*Work to complete*:
Only lines with the word "stroke" belong in the answer; copy them from the records below.

Stored data:
Content starts
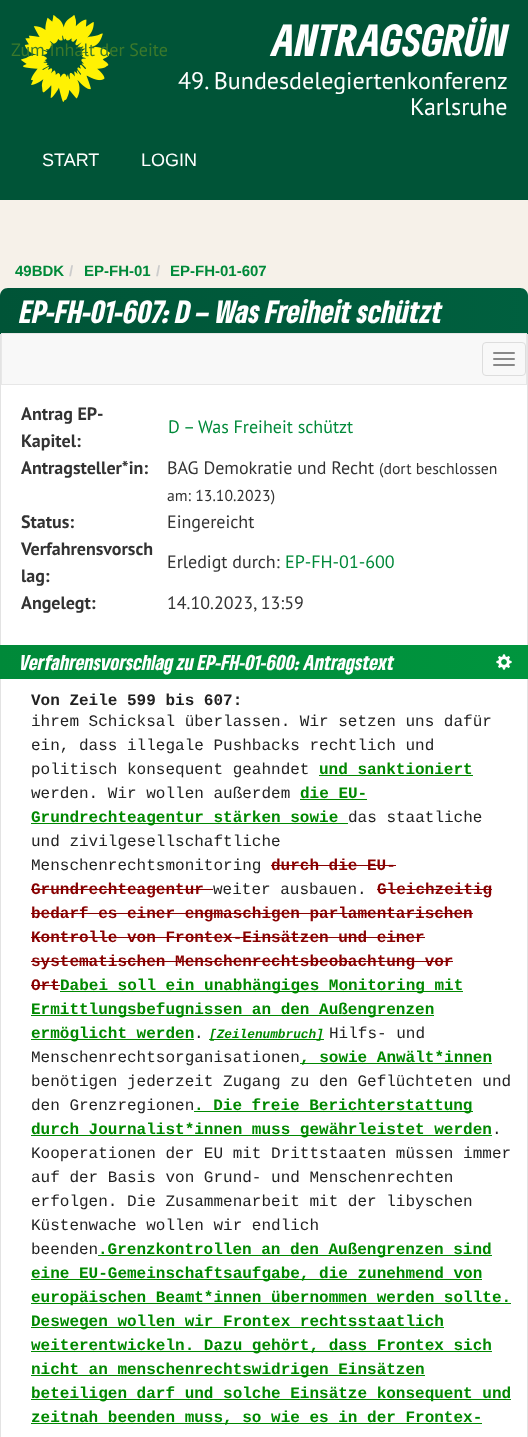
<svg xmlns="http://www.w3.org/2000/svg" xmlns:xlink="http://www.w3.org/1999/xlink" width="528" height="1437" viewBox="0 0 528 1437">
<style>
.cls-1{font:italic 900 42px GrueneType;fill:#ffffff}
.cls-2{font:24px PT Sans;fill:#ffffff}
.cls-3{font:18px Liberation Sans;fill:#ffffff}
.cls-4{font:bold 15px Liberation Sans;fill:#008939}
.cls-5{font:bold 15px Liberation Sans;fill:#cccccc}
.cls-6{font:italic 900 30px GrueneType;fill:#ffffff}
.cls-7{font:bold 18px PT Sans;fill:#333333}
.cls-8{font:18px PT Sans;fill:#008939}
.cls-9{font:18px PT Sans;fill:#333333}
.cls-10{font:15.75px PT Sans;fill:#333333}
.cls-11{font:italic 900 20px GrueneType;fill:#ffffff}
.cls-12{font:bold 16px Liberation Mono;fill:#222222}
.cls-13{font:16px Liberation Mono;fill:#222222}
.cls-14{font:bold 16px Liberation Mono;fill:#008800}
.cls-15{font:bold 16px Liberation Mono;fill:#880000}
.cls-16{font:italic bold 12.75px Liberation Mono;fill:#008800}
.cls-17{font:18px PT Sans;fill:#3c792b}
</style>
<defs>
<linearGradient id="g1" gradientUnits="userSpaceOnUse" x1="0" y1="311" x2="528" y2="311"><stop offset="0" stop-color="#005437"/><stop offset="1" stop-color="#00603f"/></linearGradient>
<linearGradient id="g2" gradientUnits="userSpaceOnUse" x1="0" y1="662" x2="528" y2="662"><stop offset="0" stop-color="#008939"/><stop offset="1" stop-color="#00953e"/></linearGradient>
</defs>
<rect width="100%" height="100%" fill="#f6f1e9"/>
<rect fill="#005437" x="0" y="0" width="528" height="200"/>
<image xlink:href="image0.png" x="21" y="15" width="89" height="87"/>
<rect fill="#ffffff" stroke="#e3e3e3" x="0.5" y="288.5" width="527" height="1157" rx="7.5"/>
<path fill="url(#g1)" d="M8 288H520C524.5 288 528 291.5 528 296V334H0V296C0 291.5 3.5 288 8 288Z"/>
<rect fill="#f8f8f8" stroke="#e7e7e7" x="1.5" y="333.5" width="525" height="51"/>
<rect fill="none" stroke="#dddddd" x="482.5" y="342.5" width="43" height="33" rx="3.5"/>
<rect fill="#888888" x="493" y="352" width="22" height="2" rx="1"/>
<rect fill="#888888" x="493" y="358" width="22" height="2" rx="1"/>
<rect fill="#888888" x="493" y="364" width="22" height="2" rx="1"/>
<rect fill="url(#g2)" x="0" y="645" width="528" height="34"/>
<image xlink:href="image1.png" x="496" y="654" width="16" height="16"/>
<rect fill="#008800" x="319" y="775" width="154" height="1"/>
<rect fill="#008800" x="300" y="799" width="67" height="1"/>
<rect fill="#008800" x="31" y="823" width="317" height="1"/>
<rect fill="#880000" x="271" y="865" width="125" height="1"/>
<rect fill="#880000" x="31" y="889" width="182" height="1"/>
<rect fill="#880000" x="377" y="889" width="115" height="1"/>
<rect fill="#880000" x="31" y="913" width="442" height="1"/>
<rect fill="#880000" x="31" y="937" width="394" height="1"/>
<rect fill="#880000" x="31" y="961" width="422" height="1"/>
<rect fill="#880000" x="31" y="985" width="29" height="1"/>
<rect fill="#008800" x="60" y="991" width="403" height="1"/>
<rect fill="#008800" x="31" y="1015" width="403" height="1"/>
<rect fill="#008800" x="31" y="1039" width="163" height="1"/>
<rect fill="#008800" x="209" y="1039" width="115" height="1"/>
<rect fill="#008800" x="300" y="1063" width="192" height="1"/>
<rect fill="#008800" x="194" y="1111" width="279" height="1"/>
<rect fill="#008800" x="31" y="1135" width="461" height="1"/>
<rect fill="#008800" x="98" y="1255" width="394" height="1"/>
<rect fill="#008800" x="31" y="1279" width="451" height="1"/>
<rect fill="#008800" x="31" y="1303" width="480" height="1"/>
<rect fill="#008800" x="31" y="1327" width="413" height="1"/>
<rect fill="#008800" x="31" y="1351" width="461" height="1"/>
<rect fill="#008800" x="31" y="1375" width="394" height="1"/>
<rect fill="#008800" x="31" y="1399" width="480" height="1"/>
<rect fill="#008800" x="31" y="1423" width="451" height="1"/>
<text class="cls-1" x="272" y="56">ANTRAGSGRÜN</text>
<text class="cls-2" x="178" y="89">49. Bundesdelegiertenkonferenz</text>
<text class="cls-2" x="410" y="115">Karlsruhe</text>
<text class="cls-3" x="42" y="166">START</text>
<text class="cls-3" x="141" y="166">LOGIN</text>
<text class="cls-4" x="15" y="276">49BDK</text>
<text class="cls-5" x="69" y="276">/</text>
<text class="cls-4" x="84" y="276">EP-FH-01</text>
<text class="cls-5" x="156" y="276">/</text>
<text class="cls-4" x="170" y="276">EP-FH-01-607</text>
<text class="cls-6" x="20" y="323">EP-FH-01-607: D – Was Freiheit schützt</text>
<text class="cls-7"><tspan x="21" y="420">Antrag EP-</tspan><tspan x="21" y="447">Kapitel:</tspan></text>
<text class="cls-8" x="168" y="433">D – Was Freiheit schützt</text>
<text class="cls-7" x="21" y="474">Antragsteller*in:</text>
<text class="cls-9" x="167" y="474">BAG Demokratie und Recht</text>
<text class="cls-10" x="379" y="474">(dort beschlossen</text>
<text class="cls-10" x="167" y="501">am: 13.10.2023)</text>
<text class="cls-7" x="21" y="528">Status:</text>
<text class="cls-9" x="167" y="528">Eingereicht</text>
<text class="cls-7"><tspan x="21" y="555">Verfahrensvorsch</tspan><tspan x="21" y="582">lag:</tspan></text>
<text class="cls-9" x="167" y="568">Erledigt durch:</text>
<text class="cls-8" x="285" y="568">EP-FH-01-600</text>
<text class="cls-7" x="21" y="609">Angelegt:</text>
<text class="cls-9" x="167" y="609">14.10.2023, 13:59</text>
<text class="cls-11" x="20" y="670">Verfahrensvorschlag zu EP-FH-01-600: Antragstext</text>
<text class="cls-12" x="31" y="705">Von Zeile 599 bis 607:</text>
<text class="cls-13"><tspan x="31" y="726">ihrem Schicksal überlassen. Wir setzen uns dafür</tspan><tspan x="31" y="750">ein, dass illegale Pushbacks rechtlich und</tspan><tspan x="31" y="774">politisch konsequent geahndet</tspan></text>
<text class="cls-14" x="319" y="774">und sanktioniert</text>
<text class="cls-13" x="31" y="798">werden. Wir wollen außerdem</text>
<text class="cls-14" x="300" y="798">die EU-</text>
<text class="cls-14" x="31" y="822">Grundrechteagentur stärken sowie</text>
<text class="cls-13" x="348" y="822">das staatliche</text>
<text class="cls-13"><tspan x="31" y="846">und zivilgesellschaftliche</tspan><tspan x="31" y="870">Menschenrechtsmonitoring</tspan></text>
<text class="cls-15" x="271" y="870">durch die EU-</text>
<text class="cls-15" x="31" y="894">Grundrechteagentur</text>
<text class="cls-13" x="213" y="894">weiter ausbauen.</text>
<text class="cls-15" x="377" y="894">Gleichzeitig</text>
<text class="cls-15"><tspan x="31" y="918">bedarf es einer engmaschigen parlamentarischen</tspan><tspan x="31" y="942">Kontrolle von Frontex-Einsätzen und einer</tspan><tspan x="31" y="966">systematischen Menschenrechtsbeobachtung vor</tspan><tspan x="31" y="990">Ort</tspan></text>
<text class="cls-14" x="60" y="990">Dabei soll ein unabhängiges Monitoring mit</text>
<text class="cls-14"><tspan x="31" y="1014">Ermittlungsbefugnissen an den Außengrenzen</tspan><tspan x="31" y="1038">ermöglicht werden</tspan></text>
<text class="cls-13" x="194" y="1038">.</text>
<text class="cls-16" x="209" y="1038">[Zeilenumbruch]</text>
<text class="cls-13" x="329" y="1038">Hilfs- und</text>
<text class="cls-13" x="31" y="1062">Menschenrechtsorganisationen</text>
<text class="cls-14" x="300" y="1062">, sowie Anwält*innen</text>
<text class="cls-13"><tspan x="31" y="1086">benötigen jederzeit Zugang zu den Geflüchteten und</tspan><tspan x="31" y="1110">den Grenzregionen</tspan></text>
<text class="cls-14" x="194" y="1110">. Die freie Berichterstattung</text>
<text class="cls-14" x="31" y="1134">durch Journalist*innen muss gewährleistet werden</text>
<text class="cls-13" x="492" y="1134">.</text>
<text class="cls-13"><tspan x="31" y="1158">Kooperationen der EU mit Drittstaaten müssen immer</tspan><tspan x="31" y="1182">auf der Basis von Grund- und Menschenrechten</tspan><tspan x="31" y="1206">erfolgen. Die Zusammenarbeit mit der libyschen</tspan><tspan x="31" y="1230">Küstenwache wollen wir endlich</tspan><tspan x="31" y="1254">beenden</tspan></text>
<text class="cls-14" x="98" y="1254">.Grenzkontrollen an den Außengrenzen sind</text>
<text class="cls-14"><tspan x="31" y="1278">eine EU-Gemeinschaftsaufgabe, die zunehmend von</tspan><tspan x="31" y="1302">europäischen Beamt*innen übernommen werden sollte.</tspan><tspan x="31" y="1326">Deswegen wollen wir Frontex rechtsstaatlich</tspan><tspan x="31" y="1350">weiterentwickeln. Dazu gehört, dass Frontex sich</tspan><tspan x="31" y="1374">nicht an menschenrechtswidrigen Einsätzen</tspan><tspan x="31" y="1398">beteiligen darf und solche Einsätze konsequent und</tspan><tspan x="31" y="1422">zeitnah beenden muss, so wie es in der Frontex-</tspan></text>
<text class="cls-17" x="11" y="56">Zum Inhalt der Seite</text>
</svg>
Content ends
*Exercise output*:
<rect fill="#ffffff" stroke="#e3e3e3" x="0.5" y="288.5" width="527" height="1157" rx="7.5"/>
<rect fill="#f8f8f8" stroke="#e7e7e7" x="1.5" y="333.5" width="525" height="51"/>
<rect fill="none" stroke="#dddddd" x="482.5" y="342.5" width="43" height="33" rx="3.5"/>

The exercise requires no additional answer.